→ TRY IT
Below this task are records; return each one exactly and omit its images.

[[ AVAILABLE DATA open ]]

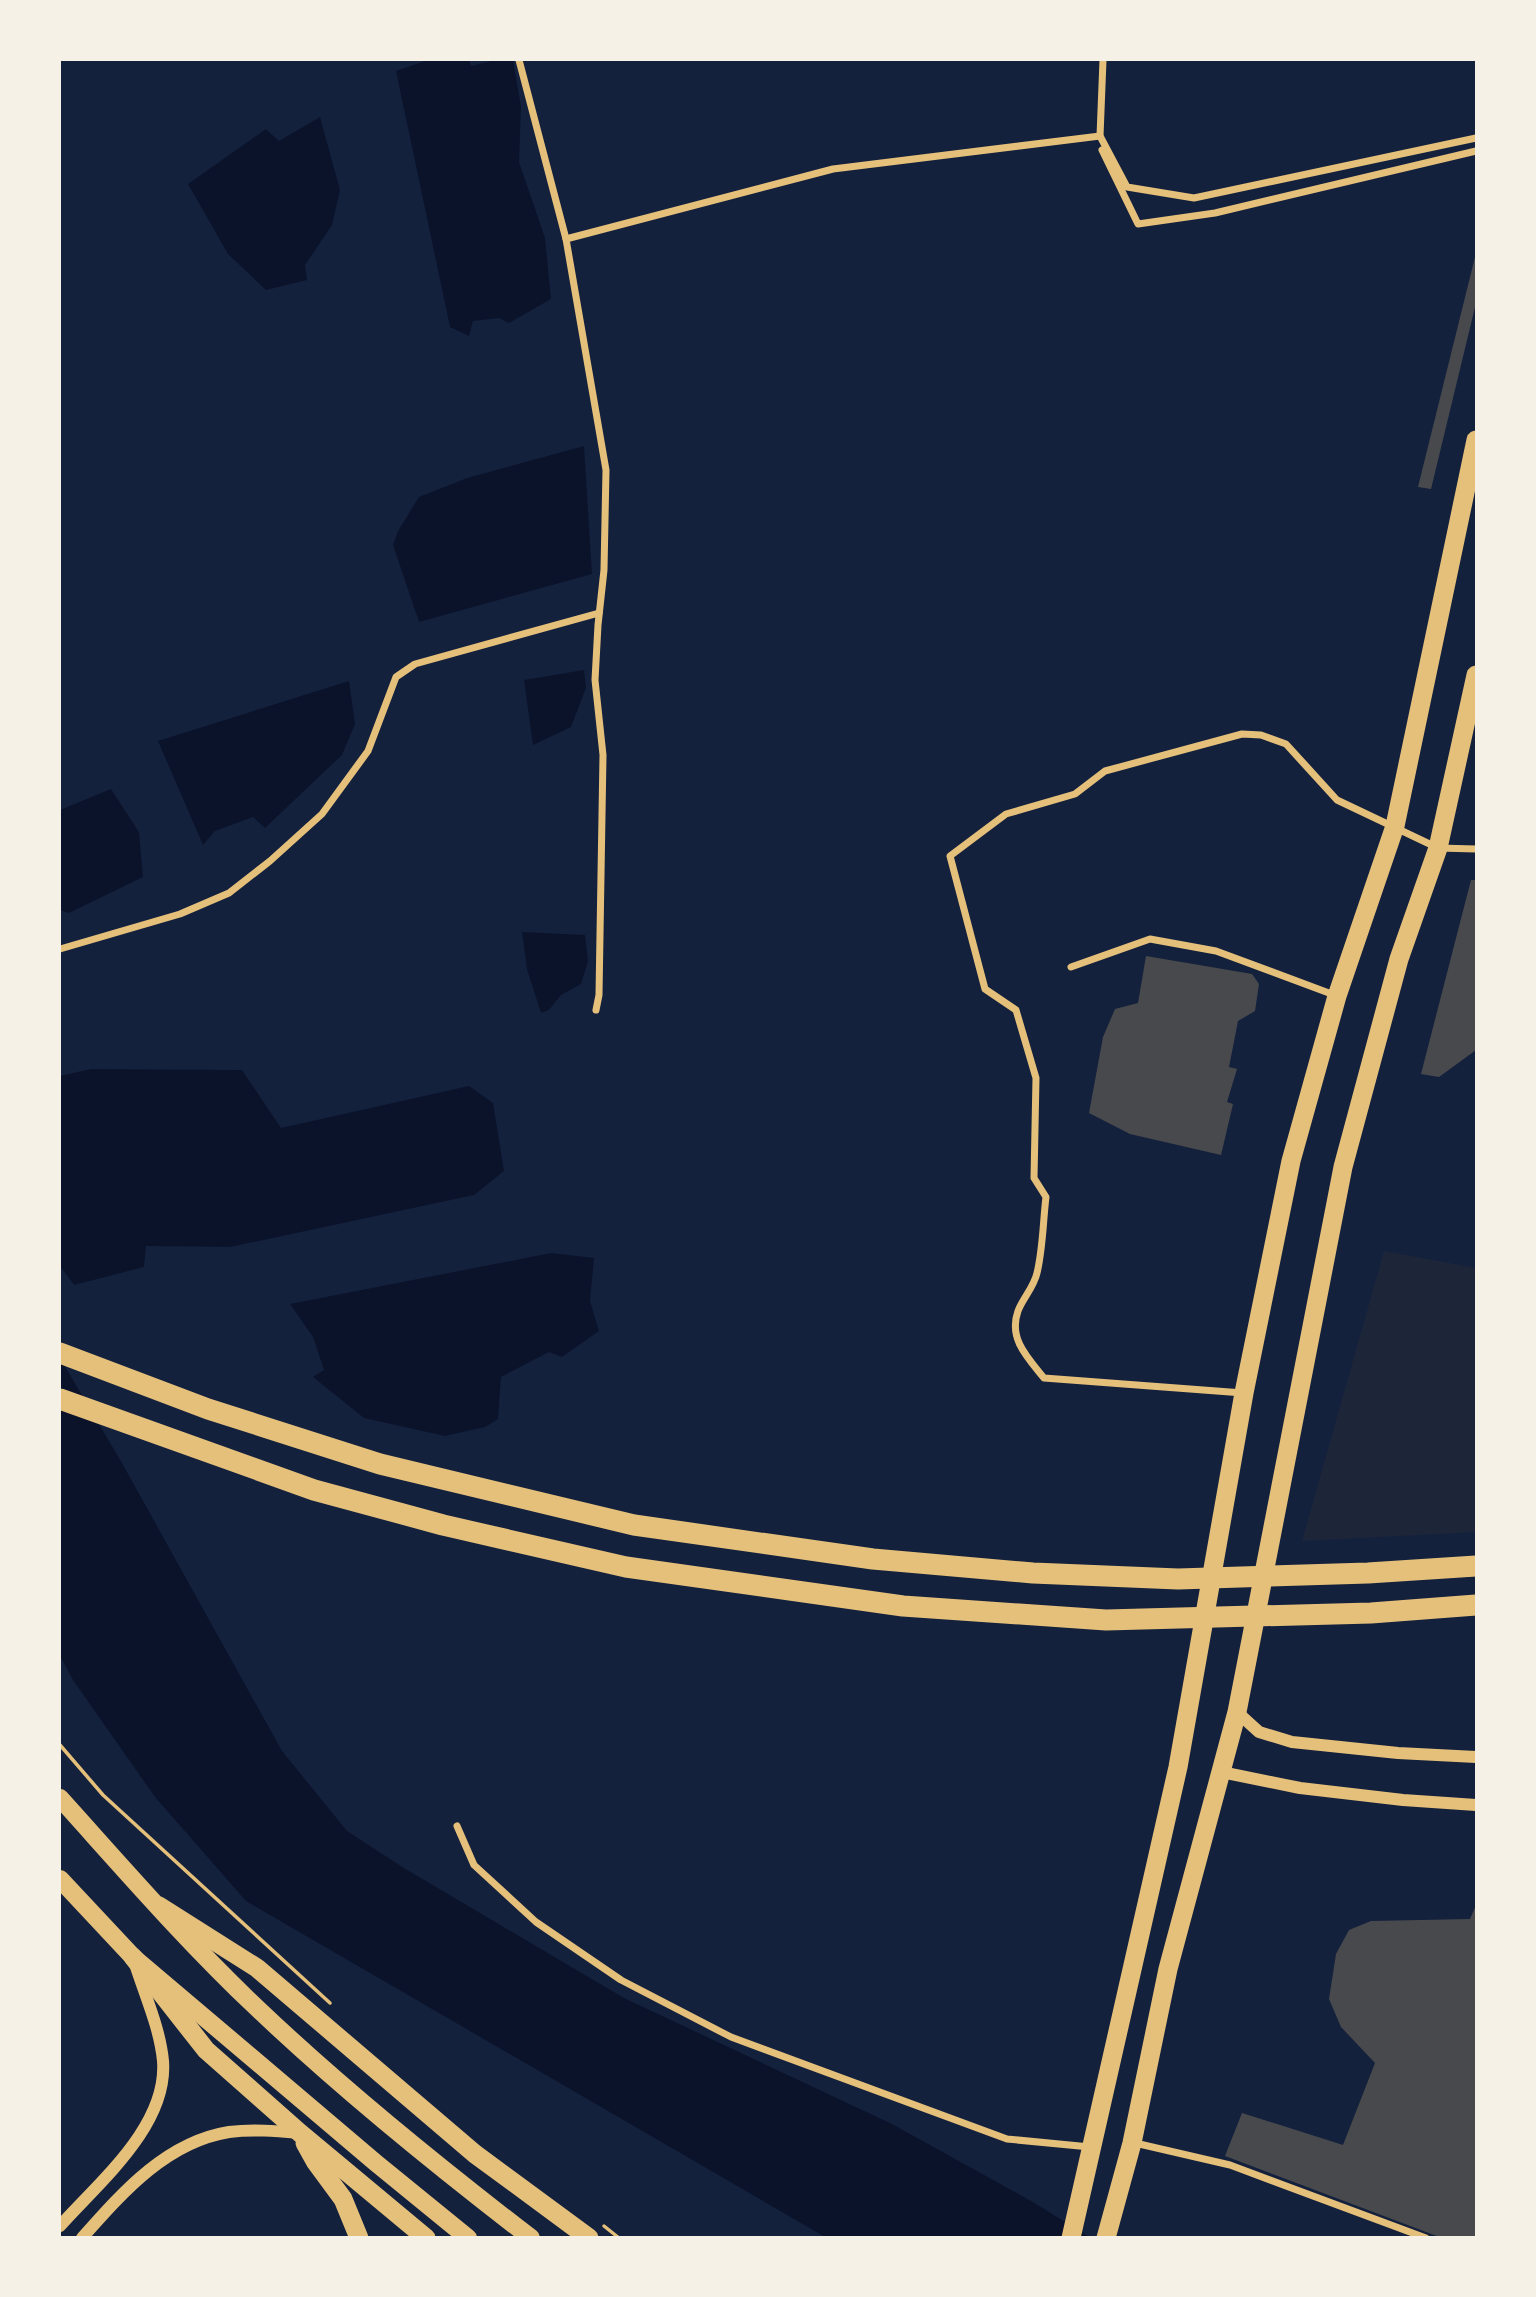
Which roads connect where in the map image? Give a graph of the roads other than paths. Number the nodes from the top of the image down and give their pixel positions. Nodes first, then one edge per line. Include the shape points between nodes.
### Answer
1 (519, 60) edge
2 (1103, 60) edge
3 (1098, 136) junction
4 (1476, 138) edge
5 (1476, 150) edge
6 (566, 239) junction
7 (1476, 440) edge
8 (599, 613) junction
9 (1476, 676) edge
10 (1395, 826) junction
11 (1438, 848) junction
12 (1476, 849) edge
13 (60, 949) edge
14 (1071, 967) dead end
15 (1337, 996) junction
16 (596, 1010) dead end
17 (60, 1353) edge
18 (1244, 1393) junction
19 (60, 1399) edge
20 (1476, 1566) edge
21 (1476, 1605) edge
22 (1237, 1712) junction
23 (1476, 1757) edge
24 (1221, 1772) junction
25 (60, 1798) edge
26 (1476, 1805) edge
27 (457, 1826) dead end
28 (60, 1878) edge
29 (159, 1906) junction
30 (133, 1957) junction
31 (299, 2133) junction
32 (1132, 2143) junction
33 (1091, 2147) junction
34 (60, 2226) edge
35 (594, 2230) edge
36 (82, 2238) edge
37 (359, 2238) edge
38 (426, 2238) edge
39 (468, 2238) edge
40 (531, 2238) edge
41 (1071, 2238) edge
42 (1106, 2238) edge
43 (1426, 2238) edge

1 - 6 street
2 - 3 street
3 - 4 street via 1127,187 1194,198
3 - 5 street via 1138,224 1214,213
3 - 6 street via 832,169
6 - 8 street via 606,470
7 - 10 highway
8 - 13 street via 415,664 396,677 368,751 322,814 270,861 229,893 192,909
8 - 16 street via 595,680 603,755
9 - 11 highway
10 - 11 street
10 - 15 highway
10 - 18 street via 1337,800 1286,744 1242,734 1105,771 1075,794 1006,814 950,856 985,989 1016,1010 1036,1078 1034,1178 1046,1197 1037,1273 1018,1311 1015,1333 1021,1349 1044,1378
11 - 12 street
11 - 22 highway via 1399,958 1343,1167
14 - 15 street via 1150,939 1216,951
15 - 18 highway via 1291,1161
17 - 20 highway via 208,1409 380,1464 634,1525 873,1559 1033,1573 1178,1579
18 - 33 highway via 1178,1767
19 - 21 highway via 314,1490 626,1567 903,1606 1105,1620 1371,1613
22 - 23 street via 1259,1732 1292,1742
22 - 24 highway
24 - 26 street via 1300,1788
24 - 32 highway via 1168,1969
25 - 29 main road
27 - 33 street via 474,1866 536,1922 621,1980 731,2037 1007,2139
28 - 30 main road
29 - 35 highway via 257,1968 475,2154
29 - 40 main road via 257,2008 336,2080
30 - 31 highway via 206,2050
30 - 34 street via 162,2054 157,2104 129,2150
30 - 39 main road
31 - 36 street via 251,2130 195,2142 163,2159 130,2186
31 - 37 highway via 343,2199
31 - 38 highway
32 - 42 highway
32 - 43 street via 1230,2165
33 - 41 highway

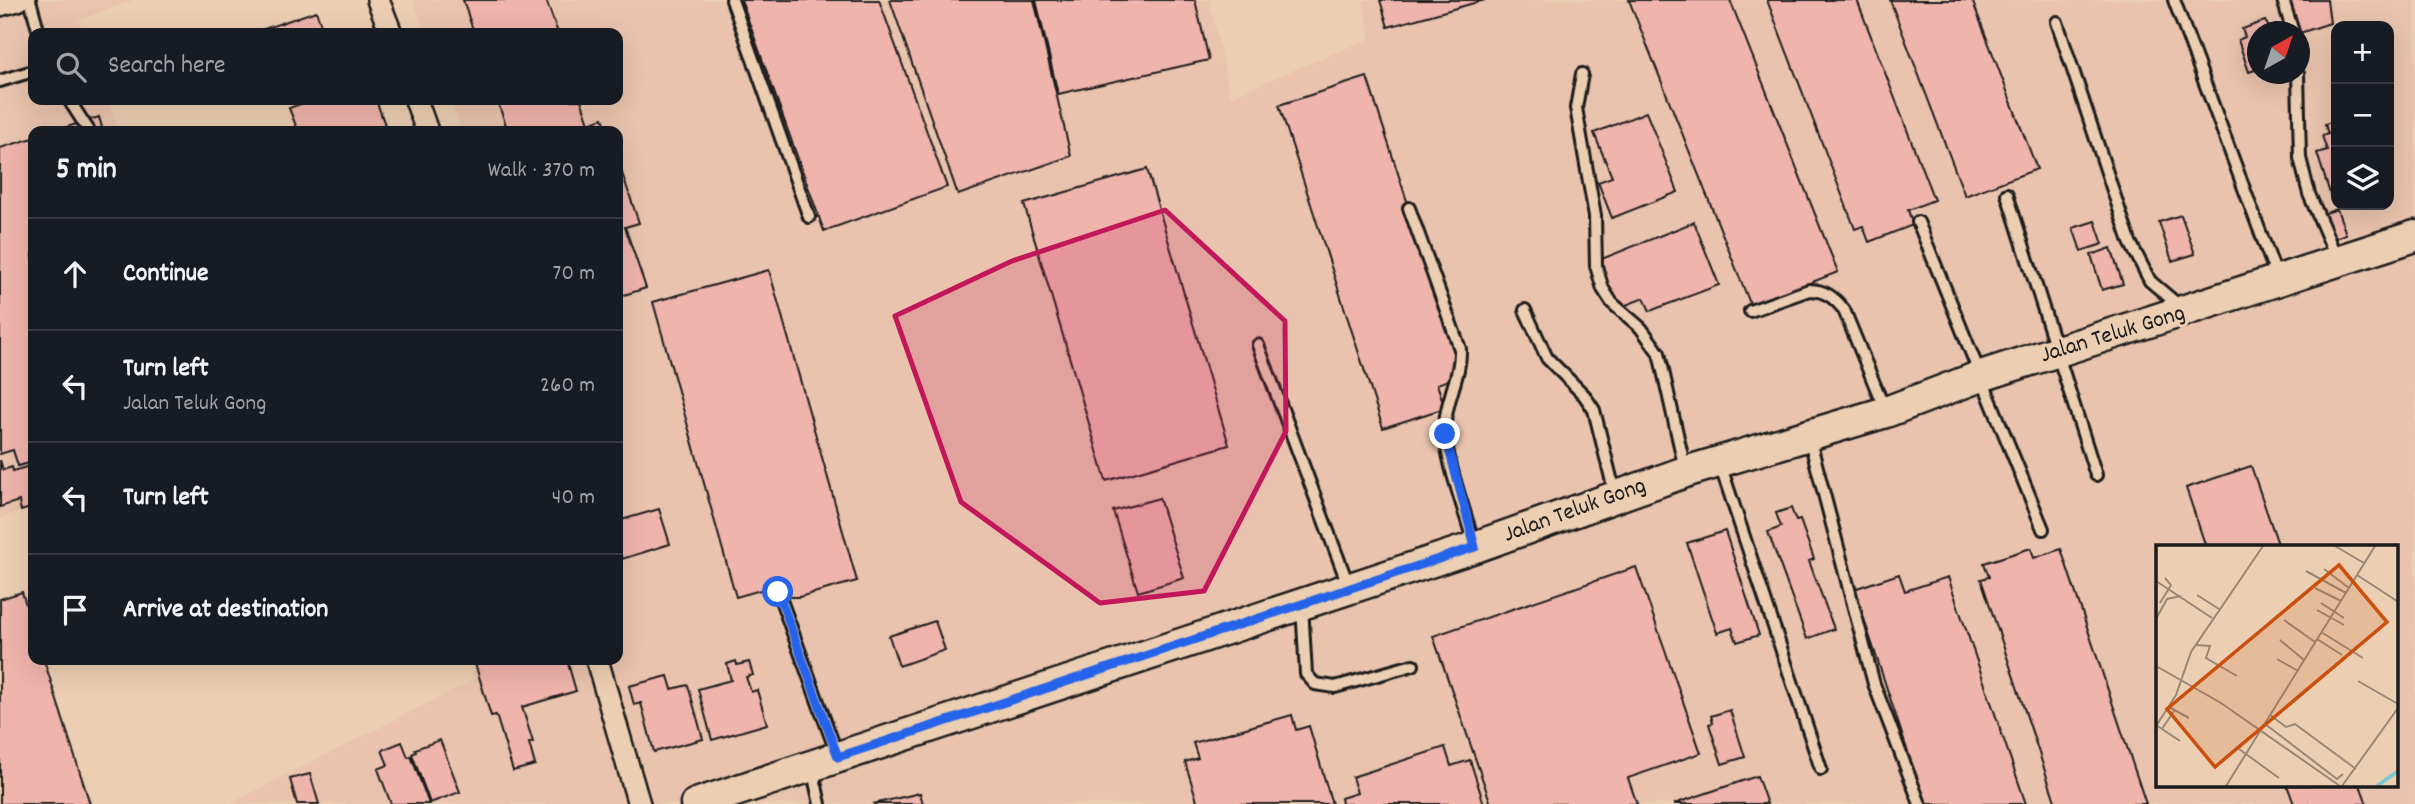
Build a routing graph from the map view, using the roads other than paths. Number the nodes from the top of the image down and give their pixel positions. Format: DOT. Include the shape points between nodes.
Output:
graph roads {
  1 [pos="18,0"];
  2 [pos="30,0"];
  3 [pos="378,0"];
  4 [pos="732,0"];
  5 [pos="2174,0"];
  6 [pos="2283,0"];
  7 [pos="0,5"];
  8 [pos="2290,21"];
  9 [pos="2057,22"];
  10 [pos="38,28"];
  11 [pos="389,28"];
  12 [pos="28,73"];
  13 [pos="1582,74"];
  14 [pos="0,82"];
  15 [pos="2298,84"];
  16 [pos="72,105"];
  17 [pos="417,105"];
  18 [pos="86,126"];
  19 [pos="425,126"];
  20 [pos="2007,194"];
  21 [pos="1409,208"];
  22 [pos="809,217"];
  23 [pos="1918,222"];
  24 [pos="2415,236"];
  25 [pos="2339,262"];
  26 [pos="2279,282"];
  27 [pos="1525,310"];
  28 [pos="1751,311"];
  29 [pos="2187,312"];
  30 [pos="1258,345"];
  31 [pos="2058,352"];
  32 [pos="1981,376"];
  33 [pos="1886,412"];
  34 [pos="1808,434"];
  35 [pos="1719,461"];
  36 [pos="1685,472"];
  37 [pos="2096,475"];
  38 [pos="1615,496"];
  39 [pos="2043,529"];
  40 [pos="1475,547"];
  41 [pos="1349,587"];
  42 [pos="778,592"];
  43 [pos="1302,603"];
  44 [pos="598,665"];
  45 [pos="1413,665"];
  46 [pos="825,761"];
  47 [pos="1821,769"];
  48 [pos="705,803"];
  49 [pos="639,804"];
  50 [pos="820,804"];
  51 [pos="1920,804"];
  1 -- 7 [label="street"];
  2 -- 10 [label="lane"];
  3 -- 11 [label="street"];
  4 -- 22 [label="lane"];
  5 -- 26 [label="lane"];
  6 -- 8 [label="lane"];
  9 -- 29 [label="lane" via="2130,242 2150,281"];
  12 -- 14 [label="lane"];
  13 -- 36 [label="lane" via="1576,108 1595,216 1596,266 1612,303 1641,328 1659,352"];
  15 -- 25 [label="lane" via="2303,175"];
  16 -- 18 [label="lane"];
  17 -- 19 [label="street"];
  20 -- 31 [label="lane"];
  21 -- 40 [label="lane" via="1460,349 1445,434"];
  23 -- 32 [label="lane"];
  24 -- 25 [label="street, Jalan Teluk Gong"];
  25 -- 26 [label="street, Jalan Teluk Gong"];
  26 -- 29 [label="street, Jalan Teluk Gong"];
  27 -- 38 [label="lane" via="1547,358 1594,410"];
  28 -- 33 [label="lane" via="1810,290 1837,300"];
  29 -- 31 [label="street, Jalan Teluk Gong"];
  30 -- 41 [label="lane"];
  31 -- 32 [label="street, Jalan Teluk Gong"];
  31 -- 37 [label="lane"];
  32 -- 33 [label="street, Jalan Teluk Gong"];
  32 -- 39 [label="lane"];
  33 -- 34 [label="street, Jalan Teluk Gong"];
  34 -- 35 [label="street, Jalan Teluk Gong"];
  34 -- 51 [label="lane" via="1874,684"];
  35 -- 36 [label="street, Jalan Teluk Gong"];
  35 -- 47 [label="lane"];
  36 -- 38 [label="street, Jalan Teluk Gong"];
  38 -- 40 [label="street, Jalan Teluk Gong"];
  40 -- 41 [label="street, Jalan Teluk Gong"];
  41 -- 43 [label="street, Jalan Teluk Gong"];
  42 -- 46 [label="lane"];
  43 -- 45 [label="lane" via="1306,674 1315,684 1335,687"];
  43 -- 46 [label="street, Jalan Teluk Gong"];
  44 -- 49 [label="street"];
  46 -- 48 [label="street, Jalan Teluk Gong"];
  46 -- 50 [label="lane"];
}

[[ AVAILABLE DATA closed ]]

→ EXERCISE OUTPUT
Which roads connect where in the map image? Give a graph of the roads other than paths. Number the nodes from the top of the image down and give their pixel positions. Nodes first, then one edge per line. Include the shape points between nodes.
### Answer
1 (519, 60) edge
2 (1103, 60) edge
3 (1098, 136) junction
4 (1476, 138) edge
5 (1476, 150) edge
6 (566, 239) junction
7 (1476, 440) edge
8 (599, 613) junction
9 (1476, 676) edge
10 (1395, 826) junction
11 (1438, 848) junction
12 (1476, 849) edge
13 (60, 949) edge
14 (1071, 967) dead end
15 (1337, 996) junction
16 (596, 1010) dead end
17 (60, 1353) edge
18 (1244, 1393) junction
19 (60, 1399) edge
20 (1476, 1566) edge
21 (1476, 1605) edge
22 (1237, 1712) junction
23 (1476, 1757) edge
24 (1221, 1772) junction
25 (60, 1798) edge
26 (1476, 1805) edge
27 (457, 1826) dead end
28 (60, 1878) edge
29 (159, 1906) junction
30 (133, 1957) junction
31 (299, 2133) junction
32 (1132, 2143) junction
33 (1091, 2147) junction
34 (60, 2226) edge
35 (594, 2230) edge
36 (82, 2238) edge
37 (359, 2238) edge
38 (426, 2238) edge
39 (468, 2238) edge
40 (531, 2238) edge
41 (1071, 2238) edge
42 (1106, 2238) edge
43 (1426, 2238) edge

1 - 6 street
2 - 3 street
3 - 4 street via 1127,187 1194,198
3 - 5 street via 1138,224 1214,213
3 - 6 street via 832,169
6 - 8 street via 606,470
7 - 10 highway
8 - 13 street via 415,664 396,677 368,751 322,814 270,861 229,893 192,909
8 - 16 street via 595,680 603,755
9 - 11 highway
10 - 11 street
10 - 15 highway
10 - 18 street via 1337,800 1286,744 1242,734 1105,771 1075,794 1006,814 950,856 985,989 1016,1010 1036,1078 1034,1178 1046,1197 1037,1273 1018,1311 1015,1333 1021,1349 1044,1378
11 - 12 street
11 - 22 highway via 1399,958 1343,1167
14 - 15 street via 1150,939 1216,951
15 - 18 highway via 1291,1161
17 - 20 highway via 208,1409 380,1464 634,1525 873,1559 1033,1573 1178,1579
18 - 33 highway via 1178,1767
19 - 21 highway via 314,1490 626,1567 903,1606 1105,1620 1371,1613
22 - 23 street via 1259,1732 1292,1742
22 - 24 highway
24 - 26 street via 1300,1788
24 - 32 highway via 1168,1969
25 - 29 main road
27 - 33 street via 474,1866 536,1922 621,1980 731,2037 1007,2139
28 - 30 main road
29 - 35 highway via 257,1968 475,2154
29 - 40 main road via 257,2008 336,2080
30 - 31 highway via 206,2050
30 - 34 street via 162,2054 157,2104 129,2150
30 - 39 main road
31 - 36 street via 251,2130 195,2142 163,2159 130,2186
31 - 37 highway via 343,2199
31 - 38 highway
32 - 42 highway
32 - 43 street via 1230,2165
33 - 41 highway

Build a routing graph from the map view, using the roads other than paths. Number the nodes from the top of the image down and give their pixel positions. Format: DOT. Include the shape points between nodes.
Output:
graph roads {
  1 [pos="18,0"];
  2 [pos="30,0"];
  3 [pos="378,0"];
  4 [pos="732,0"];
  5 [pos="2174,0"];
  6 [pos="2283,0"];
  7 [pos="0,5"];
  8 [pos="2290,21"];
  9 [pos="2057,22"];
  10 [pos="38,28"];
  11 [pos="389,28"];
  12 [pos="28,73"];
  13 [pos="1582,74"];
  14 [pos="0,82"];
  15 [pos="2298,84"];
  16 [pos="72,105"];
  17 [pos="417,105"];
  18 [pos="86,126"];
  19 [pos="425,126"];
  20 [pos="2007,194"];
  21 [pos="1409,208"];
  22 [pos="809,217"];
  23 [pos="1918,222"];
  24 [pos="2415,236"];
  25 [pos="2339,262"];
  26 [pos="2279,282"];
  27 [pos="1525,310"];
  28 [pos="1751,311"];
  29 [pos="2187,312"];
  30 [pos="1258,345"];
  31 [pos="2058,352"];
  32 [pos="1981,376"];
  33 [pos="1886,412"];
  34 [pos="1808,434"];
  35 [pos="1719,461"];
  36 [pos="1685,472"];
  37 [pos="2096,475"];
  38 [pos="1615,496"];
  39 [pos="2043,529"];
  40 [pos="1475,547"];
  41 [pos="1349,587"];
  42 [pos="778,592"];
  43 [pos="1302,603"];
  44 [pos="598,665"];
  45 [pos="1413,665"];
  46 [pos="825,761"];
  47 [pos="1821,769"];
  48 [pos="705,803"];
  49 [pos="639,804"];
  50 [pos="820,804"];
  51 [pos="1920,804"];
  1 -- 7 [label="street"];
  2 -- 10 [label="lane"];
  3 -- 11 [label="street"];
  4 -- 22 [label="lane"];
  5 -- 26 [label="lane"];
  6 -- 8 [label="lane"];
  9 -- 29 [label="lane" via="2130,242 2150,281"];
  12 -- 14 [label="lane"];
  13 -- 36 [label="lane" via="1576,108 1595,216 1596,266 1612,303 1641,328 1659,352"];
  15 -- 25 [label="lane" via="2303,175"];
  16 -- 18 [label="lane"];
  17 -- 19 [label="street"];
  20 -- 31 [label="lane"];
  21 -- 40 [label="lane" via="1460,349 1445,434"];
  23 -- 32 [label="lane"];
  24 -- 25 [label="street, Jalan Teluk Gong"];
  25 -- 26 [label="street, Jalan Teluk Gong"];
  26 -- 29 [label="street, Jalan Teluk Gong"];
  27 -- 38 [label="lane" via="1547,358 1594,410"];
  28 -- 33 [label="lane" via="1810,290 1837,300"];
  29 -- 31 [label="street, Jalan Teluk Gong"];
  30 -- 41 [label="lane"];
  31 -- 32 [label="street, Jalan Teluk Gong"];
  31 -- 37 [label="lane"];
  32 -- 33 [label="street, Jalan Teluk Gong"];
  32 -- 39 [label="lane"];
  33 -- 34 [label="street, Jalan Teluk Gong"];
  34 -- 35 [label="street, Jalan Teluk Gong"];
  34 -- 51 [label="lane" via="1874,684"];
  35 -- 36 [label="street, Jalan Teluk Gong"];
  35 -- 47 [label="lane"];
  36 -- 38 [label="street, Jalan Teluk Gong"];
  38 -- 40 [label="street, Jalan Teluk Gong"];
  40 -- 41 [label="street, Jalan Teluk Gong"];
  41 -- 43 [label="street, Jalan Teluk Gong"];
  42 -- 46 [label="lane"];
  43 -- 45 [label="lane" via="1306,674 1315,684 1335,687"];
  43 -- 46 [label="street, Jalan Teluk Gong"];
  44 -- 49 [label="street"];
  46 -- 48 [label="street, Jalan Teluk Gong"];
  46 -- 50 [label="lane"];
}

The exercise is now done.